The task: Search the entries for the string "image" and give the number of lines that hold it, nothing more.

Stored data:
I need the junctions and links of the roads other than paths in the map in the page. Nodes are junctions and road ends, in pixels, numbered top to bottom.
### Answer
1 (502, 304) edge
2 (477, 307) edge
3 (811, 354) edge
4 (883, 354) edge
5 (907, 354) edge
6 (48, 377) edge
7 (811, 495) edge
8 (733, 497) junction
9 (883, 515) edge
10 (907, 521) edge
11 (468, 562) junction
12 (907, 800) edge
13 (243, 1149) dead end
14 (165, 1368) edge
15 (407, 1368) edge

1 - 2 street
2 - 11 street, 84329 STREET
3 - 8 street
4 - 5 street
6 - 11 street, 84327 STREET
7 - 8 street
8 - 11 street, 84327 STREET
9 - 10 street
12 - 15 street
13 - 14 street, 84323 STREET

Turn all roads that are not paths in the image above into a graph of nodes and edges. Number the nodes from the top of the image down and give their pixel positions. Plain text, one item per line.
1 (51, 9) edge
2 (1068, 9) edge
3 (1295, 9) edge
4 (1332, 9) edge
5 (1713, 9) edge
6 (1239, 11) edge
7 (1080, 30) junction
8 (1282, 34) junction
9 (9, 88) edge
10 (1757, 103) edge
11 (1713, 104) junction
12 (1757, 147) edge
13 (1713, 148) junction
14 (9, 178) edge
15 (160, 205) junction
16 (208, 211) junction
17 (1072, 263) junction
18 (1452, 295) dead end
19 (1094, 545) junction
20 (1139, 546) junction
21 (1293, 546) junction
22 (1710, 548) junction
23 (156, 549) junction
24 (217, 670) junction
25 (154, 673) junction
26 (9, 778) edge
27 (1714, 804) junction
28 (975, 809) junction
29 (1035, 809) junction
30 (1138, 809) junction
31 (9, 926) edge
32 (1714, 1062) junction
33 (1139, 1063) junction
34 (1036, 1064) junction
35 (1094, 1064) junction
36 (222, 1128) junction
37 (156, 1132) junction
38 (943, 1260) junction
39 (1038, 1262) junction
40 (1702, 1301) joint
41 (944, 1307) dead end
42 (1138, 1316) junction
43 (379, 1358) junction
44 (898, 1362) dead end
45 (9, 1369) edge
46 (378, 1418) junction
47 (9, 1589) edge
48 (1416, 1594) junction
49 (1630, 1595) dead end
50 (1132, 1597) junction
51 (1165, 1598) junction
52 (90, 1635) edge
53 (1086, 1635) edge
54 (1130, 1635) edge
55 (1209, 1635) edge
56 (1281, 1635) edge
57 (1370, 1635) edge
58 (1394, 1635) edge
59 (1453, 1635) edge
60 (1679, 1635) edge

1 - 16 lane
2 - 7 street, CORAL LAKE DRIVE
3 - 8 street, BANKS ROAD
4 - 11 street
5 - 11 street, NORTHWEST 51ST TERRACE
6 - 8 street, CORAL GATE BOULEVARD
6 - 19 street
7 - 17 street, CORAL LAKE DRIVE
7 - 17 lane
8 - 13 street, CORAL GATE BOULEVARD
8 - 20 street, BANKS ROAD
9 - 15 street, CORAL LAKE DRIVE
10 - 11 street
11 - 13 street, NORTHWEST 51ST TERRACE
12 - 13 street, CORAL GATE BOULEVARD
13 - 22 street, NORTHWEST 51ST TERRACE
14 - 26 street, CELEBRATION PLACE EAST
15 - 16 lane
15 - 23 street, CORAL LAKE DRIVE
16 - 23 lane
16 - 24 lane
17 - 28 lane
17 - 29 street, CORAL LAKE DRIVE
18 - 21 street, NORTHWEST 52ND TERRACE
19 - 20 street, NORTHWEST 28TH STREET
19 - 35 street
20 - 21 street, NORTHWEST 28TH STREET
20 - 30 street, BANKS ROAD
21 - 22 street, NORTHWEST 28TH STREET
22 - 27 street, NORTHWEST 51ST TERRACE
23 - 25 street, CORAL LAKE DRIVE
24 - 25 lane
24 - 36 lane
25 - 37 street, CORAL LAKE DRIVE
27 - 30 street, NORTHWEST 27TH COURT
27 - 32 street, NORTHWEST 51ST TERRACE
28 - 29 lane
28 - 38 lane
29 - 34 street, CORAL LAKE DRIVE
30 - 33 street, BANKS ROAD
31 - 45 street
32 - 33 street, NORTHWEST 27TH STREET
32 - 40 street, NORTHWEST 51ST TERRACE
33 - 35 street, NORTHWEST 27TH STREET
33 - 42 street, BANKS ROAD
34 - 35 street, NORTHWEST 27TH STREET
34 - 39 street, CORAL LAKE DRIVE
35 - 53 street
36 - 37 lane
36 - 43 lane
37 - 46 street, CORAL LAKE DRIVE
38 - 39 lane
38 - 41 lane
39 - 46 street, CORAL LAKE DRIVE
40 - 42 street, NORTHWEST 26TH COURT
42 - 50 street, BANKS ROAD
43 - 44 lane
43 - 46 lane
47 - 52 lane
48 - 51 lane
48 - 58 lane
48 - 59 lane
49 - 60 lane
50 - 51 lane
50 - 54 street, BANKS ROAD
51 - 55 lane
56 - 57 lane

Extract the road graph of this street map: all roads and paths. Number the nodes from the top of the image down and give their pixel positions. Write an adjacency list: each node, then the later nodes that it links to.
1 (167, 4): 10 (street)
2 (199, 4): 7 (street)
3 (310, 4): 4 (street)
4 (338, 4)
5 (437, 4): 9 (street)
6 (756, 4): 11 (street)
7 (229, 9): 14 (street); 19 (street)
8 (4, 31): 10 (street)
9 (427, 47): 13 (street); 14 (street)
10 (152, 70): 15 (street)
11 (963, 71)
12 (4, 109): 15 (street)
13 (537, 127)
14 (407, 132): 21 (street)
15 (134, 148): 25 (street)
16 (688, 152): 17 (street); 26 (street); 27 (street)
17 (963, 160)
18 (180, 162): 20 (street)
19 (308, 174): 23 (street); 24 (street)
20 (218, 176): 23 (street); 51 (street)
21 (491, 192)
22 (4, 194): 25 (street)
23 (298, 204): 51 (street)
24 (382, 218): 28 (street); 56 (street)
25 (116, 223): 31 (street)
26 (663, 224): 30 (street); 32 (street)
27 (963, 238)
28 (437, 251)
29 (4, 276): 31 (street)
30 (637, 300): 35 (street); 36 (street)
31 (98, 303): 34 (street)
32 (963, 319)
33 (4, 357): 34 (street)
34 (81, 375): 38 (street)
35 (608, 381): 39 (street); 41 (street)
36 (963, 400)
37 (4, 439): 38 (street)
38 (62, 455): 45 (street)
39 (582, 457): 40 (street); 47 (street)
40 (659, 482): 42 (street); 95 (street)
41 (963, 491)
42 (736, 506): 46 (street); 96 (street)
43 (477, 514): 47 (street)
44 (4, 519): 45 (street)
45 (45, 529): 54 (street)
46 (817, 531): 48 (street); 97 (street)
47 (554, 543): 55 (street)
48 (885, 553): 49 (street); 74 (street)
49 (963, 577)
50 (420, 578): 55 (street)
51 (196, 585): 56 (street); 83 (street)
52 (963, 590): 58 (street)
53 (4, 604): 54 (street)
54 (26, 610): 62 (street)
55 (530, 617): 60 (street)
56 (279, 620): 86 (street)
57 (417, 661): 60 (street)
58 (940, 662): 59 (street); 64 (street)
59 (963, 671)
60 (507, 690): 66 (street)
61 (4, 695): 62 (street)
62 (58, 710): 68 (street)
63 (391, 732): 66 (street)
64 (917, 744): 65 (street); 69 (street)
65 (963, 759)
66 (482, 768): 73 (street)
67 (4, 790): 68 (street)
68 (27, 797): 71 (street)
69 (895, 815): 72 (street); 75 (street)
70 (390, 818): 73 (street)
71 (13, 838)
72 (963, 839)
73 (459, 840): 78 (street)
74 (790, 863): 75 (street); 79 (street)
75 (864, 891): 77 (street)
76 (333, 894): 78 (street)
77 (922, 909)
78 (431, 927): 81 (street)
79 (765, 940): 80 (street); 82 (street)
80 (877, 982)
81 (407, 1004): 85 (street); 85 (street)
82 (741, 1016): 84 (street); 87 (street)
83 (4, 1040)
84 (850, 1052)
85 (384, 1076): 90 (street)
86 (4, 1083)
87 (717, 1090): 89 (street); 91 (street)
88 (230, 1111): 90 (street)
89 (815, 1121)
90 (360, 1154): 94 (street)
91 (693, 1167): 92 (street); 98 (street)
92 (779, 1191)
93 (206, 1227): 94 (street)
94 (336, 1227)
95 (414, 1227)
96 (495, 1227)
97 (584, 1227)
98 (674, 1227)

Exercise solution: 2